(Collected data entries)

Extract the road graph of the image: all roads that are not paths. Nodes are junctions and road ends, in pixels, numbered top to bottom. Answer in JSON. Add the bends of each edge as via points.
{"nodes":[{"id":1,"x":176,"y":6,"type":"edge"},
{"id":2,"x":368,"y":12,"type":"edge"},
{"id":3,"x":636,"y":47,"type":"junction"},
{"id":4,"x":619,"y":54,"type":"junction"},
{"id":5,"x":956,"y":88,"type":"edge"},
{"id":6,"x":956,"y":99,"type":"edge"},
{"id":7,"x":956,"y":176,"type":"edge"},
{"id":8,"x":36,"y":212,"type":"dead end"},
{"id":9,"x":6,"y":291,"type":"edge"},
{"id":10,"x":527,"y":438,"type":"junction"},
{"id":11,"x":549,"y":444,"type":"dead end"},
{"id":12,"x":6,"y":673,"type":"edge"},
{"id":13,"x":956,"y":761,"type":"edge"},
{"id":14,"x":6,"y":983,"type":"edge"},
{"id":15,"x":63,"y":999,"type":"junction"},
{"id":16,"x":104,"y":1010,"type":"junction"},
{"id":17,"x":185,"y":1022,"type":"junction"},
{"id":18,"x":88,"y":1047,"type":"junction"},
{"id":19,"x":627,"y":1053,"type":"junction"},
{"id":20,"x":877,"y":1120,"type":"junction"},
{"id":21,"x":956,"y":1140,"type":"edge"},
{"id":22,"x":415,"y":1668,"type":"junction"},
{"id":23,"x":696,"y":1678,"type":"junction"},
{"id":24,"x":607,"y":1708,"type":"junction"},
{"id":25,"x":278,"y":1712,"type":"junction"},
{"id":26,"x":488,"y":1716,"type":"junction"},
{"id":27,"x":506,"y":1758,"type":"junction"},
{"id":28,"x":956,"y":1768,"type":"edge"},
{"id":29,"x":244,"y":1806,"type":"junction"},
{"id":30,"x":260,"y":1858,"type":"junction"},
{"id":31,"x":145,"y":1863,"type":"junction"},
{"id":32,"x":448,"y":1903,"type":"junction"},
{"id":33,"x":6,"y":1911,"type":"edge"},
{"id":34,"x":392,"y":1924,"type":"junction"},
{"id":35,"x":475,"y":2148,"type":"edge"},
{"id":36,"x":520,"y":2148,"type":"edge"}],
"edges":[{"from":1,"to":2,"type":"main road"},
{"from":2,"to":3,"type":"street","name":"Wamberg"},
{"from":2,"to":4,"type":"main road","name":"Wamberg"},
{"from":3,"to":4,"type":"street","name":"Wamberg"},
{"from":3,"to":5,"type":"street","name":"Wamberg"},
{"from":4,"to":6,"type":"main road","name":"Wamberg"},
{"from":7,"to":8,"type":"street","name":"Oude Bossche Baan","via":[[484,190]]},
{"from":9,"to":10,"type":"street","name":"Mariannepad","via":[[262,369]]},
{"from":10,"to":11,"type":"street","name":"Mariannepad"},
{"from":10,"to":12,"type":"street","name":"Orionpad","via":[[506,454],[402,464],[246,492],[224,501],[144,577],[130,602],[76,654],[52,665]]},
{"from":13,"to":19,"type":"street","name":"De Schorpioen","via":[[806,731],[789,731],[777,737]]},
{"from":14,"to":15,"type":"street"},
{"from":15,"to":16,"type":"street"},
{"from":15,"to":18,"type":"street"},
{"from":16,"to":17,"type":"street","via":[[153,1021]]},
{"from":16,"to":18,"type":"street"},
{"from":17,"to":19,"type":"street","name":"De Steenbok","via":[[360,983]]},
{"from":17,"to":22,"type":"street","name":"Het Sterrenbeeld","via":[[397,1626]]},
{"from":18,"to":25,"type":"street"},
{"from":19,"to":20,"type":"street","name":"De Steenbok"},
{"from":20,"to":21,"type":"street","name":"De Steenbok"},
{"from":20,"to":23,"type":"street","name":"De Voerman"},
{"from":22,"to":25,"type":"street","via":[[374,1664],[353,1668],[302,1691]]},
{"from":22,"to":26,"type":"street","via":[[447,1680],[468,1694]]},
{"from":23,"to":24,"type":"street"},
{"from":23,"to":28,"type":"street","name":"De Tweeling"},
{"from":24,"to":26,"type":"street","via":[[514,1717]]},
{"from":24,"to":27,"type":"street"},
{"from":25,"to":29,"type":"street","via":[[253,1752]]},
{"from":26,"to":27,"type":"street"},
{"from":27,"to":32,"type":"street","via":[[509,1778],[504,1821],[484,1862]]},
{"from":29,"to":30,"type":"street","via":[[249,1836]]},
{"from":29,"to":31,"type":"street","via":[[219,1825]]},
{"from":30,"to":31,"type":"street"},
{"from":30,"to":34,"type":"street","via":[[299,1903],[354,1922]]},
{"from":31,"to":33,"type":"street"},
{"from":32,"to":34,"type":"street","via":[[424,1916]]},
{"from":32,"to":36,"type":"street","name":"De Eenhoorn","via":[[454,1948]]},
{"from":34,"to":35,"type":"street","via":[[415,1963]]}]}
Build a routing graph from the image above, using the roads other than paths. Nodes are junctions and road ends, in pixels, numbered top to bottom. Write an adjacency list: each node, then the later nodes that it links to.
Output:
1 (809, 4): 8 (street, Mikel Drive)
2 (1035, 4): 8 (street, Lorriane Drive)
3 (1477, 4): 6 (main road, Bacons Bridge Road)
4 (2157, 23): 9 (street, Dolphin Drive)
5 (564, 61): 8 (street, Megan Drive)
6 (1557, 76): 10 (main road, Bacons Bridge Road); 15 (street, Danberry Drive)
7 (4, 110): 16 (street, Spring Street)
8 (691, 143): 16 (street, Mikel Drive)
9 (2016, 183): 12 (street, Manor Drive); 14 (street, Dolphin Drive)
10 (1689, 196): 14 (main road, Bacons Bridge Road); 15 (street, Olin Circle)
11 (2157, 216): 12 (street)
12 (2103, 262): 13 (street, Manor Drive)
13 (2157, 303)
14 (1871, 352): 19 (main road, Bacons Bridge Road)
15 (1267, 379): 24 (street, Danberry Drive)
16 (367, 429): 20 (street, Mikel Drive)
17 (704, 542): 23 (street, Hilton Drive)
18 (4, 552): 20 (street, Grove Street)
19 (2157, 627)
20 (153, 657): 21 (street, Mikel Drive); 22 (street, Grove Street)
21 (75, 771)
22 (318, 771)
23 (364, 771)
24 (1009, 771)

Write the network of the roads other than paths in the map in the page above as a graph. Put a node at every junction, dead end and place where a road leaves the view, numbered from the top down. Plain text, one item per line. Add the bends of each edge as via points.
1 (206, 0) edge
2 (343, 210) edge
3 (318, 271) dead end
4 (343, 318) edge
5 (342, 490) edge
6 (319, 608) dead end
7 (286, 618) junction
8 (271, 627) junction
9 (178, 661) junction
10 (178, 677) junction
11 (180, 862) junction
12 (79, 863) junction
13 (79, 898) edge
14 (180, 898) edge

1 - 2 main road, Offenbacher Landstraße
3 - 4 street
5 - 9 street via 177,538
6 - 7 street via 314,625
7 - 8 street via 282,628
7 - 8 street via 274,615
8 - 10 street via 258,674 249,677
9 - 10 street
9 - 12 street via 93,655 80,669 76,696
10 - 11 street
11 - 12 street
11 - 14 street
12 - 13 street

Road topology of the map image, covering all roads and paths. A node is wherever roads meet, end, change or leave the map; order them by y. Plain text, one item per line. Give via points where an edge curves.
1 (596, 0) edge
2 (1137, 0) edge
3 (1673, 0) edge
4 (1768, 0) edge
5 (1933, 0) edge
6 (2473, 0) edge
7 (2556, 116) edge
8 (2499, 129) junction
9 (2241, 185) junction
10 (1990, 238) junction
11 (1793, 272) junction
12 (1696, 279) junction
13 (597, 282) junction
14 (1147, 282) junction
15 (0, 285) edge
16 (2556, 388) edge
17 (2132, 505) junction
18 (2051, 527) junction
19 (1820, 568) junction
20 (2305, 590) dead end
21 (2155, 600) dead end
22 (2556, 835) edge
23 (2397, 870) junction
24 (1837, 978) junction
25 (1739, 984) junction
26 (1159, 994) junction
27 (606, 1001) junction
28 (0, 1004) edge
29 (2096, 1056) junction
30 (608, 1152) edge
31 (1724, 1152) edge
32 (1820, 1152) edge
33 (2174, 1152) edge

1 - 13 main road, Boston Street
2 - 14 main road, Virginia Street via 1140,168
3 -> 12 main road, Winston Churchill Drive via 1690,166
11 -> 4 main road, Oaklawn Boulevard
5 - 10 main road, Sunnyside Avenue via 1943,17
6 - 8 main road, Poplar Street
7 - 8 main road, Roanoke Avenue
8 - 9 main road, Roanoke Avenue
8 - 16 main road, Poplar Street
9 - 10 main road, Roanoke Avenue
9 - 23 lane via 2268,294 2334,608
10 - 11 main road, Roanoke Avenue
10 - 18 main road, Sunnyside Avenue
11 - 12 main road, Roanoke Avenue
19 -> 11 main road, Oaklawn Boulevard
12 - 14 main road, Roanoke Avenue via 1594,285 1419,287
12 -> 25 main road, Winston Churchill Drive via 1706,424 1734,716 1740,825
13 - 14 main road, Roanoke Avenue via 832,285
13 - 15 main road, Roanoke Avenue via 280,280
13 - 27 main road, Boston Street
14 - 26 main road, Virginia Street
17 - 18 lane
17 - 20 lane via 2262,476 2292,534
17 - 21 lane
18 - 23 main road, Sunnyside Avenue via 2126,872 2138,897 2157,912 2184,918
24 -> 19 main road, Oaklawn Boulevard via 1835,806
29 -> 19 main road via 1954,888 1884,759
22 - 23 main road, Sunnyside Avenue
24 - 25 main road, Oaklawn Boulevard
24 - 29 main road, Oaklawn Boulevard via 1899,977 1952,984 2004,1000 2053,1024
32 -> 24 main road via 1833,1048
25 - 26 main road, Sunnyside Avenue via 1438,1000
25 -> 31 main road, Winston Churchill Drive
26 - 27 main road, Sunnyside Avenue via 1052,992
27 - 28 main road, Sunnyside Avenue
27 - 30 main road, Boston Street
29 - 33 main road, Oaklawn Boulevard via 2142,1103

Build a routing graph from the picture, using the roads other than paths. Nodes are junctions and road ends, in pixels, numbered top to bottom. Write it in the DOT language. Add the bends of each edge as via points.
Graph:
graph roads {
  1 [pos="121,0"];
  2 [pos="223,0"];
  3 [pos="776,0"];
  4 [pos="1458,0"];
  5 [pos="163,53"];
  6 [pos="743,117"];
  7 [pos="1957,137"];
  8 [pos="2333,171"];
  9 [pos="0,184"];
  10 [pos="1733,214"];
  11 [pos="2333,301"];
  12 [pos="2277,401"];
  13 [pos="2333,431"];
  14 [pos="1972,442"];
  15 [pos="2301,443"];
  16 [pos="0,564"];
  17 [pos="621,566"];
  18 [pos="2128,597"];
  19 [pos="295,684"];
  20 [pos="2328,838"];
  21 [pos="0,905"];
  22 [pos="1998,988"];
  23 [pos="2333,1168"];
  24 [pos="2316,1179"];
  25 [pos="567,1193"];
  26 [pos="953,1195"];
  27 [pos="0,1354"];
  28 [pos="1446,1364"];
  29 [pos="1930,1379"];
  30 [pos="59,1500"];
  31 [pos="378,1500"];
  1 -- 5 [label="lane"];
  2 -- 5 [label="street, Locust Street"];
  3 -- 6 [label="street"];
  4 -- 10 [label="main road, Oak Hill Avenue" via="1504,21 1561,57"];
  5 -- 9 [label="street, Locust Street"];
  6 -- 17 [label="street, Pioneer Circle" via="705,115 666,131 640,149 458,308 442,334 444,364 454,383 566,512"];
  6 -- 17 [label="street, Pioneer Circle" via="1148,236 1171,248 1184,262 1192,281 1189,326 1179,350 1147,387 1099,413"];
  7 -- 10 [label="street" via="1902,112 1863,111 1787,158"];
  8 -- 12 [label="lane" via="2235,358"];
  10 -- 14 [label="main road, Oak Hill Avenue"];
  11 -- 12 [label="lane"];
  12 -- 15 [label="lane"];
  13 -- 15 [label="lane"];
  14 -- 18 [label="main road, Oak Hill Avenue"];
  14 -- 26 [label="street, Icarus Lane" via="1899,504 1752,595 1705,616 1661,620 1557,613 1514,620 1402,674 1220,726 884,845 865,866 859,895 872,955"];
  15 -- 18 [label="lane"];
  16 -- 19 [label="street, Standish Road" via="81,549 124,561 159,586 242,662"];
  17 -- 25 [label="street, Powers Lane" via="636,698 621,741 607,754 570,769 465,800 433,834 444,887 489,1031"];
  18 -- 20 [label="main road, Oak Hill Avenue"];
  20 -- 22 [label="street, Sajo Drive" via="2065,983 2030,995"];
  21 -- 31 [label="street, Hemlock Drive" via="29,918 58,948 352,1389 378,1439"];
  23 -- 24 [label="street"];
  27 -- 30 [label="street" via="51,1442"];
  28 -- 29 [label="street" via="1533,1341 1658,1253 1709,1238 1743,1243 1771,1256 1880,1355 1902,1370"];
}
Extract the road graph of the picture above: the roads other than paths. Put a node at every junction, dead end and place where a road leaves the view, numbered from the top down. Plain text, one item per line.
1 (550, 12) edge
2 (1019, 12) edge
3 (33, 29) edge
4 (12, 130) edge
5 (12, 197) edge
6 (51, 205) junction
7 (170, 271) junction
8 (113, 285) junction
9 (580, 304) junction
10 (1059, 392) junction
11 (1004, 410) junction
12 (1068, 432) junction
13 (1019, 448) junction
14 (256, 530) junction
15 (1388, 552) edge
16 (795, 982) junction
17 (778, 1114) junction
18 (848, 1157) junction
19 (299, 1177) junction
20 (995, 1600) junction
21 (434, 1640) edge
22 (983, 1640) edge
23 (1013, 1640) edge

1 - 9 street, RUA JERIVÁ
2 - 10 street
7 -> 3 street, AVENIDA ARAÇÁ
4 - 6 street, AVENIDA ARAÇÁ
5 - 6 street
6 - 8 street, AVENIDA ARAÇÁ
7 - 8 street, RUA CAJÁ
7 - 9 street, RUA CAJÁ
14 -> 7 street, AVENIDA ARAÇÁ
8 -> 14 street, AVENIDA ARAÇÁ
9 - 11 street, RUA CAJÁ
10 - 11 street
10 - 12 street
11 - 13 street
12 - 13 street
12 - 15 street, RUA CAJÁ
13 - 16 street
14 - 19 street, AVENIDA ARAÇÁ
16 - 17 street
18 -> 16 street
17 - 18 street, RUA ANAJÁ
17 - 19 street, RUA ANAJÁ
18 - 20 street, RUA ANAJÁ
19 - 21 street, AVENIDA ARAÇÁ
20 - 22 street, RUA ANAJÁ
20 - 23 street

## Exercise directions
Each line above that contains the word "Bacons" should be returned.

## Solution
3 (1477, 4): 6 (main road, Bacons Bridge Road)
6 (1557, 76): 10 (main road, Bacons Bridge Road); 15 (street, Danberry Drive)
10 (1689, 196): 14 (main road, Bacons Bridge Road); 15 (street, Olin Circle)
14 (1871, 352): 19 (main road, Bacons Bridge Road)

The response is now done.